浅野忠信、全裸着替えのお笑い芸人に「プロだな」1999年映画「鮫肌男と桃尻女」の撮影裏話

1990年代に青春を過ごしたサブカル好きたちをミニシアターの世界に引き込んだ映画「鮫肌男と桃尻女」がブルーレイになり、25年ぶりに帰ってきた。発売日の5月29日を前に新宿ピカデリーで、主演の浅野忠信さんと石井克人監督のトークショーがあり、当時の撮影を回顧。苦労や怪演した我修院達也さんにまつわる秘話のほか、浅野さんの滑舌などに話は及んだ。

1999年公開の同作は望月峯太郎さんによるコミックが原作で、CMディレクターの石井監督の初長編映画。組の金を横領したやくざの鮫肌(浅野)と、叔父(島田洋八)の経営するホテルで働く桃尻(小日向しえ)の逃避行劇をスタイリッシュに描写。ハイセンスな衣装や感度の高い音楽、過激なバイオレンス、小気味良いテンポの映像で、邦画ミニシアター系映画として次々と興行記録を塗り替えた。

トークショーで浅野さんは、コミックの主人公が筋骨隆々だったため「これ、全然僕じゃないけど、(演じるのは)僕でいいんですか?」と監督に聞いたことを明かしつつ、監督のそれまでの作品を見て「絶対にやりたいと思った」と話した。石井監督は浅野さんについて「(過去作品の)狂気の男の役が演技に見えなくて、本当に怖い人なんじゃないかと思ってドキドキした。でも会うと優しい人でびっくりした」と振り返った。

「鮫肌ー」では桃尻に異常な愛情を持つ叔父役の島田さんと、殺し屋役の我修院さんが強烈な存在感を放つ。浅野さんは「島田さんは毎回、衣装に着替えるとき、パンツごと脱いで全裸になっていた」と回想。驚いた一方で「プロだなと思った」と語った。また、トイレで童謡「ドナドナ」を歌う名シーンを撮影する際、我修院さんが「石井ちゃん、キーはこれでいい?」と何度も音程を確認していたことを思い出し、2人で盛り上がった。

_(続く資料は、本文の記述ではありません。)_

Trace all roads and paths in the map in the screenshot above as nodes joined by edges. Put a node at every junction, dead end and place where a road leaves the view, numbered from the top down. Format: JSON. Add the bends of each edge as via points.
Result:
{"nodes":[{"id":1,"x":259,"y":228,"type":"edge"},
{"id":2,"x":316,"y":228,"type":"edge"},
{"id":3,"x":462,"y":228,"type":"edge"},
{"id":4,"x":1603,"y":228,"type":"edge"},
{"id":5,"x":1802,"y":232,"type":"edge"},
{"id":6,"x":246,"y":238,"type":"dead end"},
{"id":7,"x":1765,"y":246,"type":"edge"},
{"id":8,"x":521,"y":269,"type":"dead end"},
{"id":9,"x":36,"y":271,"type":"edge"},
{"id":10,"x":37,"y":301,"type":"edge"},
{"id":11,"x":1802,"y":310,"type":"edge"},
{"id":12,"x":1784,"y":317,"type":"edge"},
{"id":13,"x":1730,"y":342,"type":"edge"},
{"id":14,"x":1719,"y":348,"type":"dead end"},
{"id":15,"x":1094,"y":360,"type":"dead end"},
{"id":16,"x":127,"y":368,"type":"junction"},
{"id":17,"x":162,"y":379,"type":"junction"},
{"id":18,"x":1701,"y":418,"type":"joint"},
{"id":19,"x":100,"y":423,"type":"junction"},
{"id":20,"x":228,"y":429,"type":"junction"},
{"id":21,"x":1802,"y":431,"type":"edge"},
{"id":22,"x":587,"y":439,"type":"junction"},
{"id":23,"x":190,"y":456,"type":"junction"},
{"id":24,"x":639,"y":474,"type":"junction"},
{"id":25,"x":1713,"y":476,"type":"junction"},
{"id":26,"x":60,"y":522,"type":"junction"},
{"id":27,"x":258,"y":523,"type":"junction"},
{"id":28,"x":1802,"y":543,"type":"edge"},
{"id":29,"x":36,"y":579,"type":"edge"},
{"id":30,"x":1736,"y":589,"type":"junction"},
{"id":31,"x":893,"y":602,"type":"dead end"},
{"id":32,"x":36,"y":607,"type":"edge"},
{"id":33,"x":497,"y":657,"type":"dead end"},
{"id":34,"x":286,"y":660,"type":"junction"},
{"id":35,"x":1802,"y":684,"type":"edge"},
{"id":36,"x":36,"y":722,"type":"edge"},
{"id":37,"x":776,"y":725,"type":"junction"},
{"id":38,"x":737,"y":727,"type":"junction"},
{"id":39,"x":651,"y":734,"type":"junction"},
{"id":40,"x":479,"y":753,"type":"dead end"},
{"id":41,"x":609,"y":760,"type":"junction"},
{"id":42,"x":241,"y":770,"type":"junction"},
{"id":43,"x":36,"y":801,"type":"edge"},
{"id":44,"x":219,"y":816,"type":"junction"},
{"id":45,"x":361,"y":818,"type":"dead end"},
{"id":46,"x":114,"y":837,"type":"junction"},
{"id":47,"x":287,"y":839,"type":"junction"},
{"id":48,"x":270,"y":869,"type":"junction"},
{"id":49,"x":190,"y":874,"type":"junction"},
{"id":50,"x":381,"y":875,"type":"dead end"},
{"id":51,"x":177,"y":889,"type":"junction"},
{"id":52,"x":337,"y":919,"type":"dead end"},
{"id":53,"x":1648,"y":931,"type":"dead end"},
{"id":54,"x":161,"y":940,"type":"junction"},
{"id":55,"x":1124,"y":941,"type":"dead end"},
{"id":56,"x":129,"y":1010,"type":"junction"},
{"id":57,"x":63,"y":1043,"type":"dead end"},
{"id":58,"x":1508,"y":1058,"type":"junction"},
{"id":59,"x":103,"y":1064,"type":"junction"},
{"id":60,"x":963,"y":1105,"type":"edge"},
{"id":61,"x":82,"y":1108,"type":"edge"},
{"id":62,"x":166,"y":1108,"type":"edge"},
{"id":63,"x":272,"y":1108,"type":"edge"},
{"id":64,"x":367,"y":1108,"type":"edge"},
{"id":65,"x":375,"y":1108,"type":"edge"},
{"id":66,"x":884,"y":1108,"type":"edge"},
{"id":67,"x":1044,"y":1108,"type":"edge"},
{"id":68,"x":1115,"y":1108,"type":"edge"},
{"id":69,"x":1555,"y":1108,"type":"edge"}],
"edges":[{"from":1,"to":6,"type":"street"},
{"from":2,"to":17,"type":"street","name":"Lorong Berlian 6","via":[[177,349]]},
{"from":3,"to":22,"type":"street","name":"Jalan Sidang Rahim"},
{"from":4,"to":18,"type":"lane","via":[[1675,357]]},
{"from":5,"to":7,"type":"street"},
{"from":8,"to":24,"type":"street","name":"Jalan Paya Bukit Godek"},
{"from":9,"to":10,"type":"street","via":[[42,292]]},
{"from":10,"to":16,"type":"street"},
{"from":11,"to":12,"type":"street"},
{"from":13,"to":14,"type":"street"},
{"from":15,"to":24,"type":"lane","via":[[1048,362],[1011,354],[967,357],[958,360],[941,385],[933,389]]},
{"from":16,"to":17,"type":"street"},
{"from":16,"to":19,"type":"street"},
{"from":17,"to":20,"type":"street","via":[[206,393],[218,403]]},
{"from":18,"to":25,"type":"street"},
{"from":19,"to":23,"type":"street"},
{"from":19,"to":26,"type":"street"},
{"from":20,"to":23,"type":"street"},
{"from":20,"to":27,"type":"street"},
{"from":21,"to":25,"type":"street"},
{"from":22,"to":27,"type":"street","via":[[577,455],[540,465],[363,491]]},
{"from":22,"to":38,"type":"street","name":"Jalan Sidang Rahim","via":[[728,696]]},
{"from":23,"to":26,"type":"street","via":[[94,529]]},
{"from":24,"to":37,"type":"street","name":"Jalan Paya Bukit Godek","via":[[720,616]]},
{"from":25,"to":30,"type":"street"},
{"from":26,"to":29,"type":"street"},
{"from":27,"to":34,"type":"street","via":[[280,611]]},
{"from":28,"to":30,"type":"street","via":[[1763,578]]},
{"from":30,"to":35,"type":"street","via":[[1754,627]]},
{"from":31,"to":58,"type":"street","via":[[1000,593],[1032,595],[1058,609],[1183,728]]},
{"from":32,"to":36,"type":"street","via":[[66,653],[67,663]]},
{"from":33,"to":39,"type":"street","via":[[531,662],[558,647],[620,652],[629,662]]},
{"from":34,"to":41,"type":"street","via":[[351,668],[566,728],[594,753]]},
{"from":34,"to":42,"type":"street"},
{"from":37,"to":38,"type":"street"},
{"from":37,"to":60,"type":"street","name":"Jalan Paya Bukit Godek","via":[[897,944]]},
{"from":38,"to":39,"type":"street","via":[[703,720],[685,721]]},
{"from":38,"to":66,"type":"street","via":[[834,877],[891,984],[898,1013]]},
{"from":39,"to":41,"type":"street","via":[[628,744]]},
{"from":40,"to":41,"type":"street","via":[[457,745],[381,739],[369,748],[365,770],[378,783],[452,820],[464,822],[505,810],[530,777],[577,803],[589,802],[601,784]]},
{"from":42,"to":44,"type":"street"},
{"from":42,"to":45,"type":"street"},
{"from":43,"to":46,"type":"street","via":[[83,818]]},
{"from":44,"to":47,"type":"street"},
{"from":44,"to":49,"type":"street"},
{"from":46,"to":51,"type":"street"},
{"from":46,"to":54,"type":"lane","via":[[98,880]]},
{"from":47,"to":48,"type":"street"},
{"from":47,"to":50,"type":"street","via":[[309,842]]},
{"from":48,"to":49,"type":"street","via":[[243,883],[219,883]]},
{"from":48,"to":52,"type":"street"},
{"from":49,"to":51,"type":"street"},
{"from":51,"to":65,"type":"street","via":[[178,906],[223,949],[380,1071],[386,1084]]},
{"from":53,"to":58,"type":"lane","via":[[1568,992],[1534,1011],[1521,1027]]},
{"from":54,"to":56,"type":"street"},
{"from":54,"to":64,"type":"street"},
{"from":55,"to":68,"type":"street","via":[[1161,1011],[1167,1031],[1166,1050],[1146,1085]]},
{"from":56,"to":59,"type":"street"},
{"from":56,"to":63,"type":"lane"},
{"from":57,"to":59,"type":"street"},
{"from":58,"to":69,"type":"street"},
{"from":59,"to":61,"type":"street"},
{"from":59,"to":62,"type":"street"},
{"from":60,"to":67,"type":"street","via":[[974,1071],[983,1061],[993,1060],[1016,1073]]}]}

アニメの話から、浅野さんの滑舌や声の小ささにもトークは展開。浅野さんが演じる時は「(マイクの)感度をガンガン上げる」と石井監督が話すと、浅野さんは「声だけで1時間、話ができますよ」と前振りをしながら、山田洋次監督にも滑舌を注意され「だいぶん鍛えられた」とした。ただ、ハリウッド映画「バトルシップ」の撮影の際、リーアム・ニーソンさんの声がかなり小さかったにもかかわらず、しっかり録音できていたエピソードを披露し「(音声は)とれるんじゃねーか、と思った」と笑いを誘った。

未公開NGカットや石井監督のインタビューなどを収めたブルーレイは税込み5280円(発売元・TCエンタテインメント)。そのほか、同じ5月29日には石井監督の「PARTY(パーティー)7」のブルーレイが発売、7月3日には「茶の味」のブルーレイもリリースされる。